EXTRACTED RECORDS: Begin

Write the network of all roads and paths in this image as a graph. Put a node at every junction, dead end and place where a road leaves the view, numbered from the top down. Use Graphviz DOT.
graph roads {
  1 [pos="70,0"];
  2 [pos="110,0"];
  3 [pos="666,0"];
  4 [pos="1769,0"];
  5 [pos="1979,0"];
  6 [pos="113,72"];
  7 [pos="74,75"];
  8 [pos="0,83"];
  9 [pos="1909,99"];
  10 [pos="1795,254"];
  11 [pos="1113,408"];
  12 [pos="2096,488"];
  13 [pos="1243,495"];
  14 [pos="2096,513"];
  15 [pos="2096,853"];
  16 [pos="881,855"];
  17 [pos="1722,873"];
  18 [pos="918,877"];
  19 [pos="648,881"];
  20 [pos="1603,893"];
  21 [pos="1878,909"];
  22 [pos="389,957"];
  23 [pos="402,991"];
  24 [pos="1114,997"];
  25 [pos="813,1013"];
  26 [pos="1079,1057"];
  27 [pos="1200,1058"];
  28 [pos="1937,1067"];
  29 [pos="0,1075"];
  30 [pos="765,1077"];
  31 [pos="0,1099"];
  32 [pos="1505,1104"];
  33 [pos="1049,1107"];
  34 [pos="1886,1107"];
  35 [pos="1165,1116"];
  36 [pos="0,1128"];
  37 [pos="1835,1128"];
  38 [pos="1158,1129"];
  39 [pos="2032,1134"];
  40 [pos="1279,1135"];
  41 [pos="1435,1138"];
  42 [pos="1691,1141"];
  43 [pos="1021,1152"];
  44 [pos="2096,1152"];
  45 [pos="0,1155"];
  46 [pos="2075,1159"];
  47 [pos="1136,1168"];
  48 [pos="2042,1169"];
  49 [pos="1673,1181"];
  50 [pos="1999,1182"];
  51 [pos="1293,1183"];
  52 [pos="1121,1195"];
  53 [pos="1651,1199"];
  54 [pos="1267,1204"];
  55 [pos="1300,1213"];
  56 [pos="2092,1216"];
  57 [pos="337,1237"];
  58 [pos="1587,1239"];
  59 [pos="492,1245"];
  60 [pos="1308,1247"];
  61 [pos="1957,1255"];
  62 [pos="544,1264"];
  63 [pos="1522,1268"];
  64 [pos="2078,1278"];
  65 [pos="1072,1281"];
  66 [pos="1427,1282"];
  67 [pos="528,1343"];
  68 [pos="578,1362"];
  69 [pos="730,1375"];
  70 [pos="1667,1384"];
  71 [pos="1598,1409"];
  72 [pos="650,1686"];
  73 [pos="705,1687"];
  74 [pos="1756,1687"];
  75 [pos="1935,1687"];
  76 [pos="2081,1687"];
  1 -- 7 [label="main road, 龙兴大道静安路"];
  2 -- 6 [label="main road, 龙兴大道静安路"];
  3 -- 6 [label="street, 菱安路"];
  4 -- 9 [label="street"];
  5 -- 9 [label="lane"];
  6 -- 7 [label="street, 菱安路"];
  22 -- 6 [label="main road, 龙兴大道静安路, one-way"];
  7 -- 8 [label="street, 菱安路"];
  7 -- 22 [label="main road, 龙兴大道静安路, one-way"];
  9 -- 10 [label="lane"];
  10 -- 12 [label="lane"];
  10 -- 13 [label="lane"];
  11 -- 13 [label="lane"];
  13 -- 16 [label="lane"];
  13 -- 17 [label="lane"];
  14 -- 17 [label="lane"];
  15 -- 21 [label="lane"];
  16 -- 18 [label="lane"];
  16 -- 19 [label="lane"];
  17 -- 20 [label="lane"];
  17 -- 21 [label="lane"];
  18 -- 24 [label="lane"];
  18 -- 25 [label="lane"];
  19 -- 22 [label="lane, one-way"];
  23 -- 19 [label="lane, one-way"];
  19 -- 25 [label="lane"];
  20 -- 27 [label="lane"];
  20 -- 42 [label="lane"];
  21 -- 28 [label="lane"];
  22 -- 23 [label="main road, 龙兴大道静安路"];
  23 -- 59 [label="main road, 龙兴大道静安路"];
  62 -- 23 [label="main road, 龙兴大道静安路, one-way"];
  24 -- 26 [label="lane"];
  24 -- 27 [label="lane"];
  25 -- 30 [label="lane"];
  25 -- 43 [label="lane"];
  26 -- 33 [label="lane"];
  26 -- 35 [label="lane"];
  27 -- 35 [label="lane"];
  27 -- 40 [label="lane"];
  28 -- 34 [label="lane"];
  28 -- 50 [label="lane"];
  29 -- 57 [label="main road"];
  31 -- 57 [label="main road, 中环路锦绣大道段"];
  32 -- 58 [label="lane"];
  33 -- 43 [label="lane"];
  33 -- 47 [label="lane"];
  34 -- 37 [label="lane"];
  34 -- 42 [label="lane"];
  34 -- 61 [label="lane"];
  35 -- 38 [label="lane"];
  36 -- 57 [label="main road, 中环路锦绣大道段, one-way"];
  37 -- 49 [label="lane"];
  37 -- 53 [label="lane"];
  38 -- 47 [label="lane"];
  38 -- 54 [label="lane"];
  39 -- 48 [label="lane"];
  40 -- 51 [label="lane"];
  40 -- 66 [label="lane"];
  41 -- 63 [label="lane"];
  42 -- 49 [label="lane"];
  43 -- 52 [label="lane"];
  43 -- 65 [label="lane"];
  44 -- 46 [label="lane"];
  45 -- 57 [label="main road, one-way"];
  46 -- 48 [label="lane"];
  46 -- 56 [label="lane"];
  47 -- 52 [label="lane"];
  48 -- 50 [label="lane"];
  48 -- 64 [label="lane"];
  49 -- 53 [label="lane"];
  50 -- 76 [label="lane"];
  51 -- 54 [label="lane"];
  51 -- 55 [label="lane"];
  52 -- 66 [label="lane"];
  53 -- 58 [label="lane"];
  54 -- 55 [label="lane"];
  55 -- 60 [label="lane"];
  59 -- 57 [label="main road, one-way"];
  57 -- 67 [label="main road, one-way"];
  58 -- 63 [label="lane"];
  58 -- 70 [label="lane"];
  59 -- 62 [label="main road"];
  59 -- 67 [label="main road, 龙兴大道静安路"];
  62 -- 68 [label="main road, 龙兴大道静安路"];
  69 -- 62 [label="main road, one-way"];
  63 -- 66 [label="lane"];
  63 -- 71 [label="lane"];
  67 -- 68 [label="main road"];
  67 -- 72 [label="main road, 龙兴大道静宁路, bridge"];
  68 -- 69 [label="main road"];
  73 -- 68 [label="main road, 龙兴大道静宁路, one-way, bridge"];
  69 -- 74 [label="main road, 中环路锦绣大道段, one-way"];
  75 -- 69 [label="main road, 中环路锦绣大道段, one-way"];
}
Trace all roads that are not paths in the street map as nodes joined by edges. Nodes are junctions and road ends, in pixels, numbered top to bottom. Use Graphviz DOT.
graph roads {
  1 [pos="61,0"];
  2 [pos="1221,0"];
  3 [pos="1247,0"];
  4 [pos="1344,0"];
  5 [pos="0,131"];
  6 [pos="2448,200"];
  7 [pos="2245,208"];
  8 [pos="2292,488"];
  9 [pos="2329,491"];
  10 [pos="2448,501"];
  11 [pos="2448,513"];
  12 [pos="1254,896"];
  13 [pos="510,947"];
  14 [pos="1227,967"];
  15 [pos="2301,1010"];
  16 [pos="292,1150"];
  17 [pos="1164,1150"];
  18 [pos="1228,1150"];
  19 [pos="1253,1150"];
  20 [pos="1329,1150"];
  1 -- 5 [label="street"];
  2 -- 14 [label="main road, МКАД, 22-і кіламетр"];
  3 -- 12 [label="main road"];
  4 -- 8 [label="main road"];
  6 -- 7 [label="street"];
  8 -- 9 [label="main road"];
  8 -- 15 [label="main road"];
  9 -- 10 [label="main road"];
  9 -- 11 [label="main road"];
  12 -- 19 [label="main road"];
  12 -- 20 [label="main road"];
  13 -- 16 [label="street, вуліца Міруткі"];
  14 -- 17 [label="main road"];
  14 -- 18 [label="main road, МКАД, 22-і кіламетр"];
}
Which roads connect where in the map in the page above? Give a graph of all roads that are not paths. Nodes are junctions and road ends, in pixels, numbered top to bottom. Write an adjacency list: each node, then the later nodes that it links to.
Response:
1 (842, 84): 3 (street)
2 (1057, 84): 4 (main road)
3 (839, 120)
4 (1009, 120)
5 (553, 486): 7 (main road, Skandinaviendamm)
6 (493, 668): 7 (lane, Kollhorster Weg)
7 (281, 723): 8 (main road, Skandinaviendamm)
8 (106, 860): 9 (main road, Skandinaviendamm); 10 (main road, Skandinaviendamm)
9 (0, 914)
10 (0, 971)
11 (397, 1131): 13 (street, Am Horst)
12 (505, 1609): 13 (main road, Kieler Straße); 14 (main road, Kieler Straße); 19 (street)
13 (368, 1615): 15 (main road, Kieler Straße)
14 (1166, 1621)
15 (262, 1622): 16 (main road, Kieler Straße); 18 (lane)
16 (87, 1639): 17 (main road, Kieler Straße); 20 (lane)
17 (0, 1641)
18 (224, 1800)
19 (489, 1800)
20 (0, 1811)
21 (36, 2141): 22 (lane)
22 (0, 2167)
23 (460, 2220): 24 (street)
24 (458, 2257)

EXTRACTED RECORDS: End

**TASK:**
Wherever the word "bottom" appears in a line of the data, copy that line.

**WRITTEN SOLUTION:**
Trace all roads that are not paths in the street map as nodes joined by edges. Nodes are junctions and road ends, in pixels, numbered top to bottom. Use Graphviz DOT.
Which roads connect where in the map in the page above? Give a graph of all roads that are not paths. Nodes are junctions and road ends, in pixels, numbered top to bottom. Write an adjacency list: each node, then the later nodes that it links to.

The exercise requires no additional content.